Records to process:
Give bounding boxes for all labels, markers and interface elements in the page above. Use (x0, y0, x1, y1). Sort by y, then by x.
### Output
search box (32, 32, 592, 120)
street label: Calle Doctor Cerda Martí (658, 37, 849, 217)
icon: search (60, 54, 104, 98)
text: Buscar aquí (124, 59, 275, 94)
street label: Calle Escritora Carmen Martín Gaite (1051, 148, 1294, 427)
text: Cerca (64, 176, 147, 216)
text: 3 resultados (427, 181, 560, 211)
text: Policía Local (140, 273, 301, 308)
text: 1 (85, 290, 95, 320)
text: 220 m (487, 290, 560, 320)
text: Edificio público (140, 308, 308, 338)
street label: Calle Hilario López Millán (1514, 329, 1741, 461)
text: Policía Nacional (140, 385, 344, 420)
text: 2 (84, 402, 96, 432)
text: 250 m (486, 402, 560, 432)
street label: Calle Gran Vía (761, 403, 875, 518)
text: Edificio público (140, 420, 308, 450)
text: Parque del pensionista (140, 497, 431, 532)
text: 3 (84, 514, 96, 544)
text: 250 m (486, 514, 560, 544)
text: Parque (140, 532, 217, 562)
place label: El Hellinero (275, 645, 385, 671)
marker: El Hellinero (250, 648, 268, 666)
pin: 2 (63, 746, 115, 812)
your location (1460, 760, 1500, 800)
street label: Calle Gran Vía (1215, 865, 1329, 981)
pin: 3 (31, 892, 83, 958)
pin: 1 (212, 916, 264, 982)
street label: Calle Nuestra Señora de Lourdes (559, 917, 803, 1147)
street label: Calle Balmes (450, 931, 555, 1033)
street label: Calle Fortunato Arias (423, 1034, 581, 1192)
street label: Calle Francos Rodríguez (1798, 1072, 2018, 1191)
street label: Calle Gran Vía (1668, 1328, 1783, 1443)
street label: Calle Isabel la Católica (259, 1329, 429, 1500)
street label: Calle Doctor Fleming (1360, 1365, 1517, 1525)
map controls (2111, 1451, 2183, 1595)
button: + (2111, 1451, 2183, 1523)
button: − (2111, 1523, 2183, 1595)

Problem statement: Produce an identical printout of the material above.

Solution for this exercise:
Give bounding boxes for all labels, markers and interface elements in the page above. Use (x0, y0, x1, y1). Sort by y, then by x.
### Output
search box (32, 32, 592, 120)
street label: Calle Doctor Cerda Martí (658, 37, 849, 217)
icon: search (60, 54, 104, 98)
text: Buscar aquí (124, 59, 275, 94)
street label: Calle Escritora Carmen Martín Gaite (1051, 148, 1294, 427)
text: Cerca (64, 176, 147, 216)
text: 3 resultados (427, 181, 560, 211)
text: Policía Local (140, 273, 301, 308)
text: 1 (85, 290, 95, 320)
text: 220 m (487, 290, 560, 320)
text: Edificio público (140, 308, 308, 338)
street label: Calle Hilario López Millán (1514, 329, 1741, 461)
text: Policía Nacional (140, 385, 344, 420)
text: 2 (84, 402, 96, 432)
text: 250 m (486, 402, 560, 432)
street label: Calle Gran Vía (761, 403, 875, 518)
text: Edificio público (140, 420, 308, 450)
text: Parque del pensionista (140, 497, 431, 532)
text: 3 (84, 514, 96, 544)
text: 250 m (486, 514, 560, 544)
text: Parque (140, 532, 217, 562)
place label: El Hellinero (275, 645, 385, 671)
marker: El Hellinero (250, 648, 268, 666)
pin: 2 (63, 746, 115, 812)
your location (1460, 760, 1500, 800)
street label: Calle Gran Vía (1215, 865, 1329, 981)
pin: 3 (31, 892, 83, 958)
pin: 1 (212, 916, 264, 982)
street label: Calle Nuestra Señora de Lourdes (559, 917, 803, 1147)
street label: Calle Balmes (450, 931, 555, 1033)
street label: Calle Fortunato Arias (423, 1034, 581, 1192)
street label: Calle Francos Rodríguez (1798, 1072, 2018, 1191)
street label: Calle Gran Vía (1668, 1328, 1783, 1443)
street label: Calle Isabel la Católica (259, 1329, 429, 1500)
street label: Calle Doctor Fleming (1360, 1365, 1517, 1525)
map controls (2111, 1451, 2183, 1595)
button: + (2111, 1451, 2183, 1523)
button: − (2111, 1523, 2183, 1595)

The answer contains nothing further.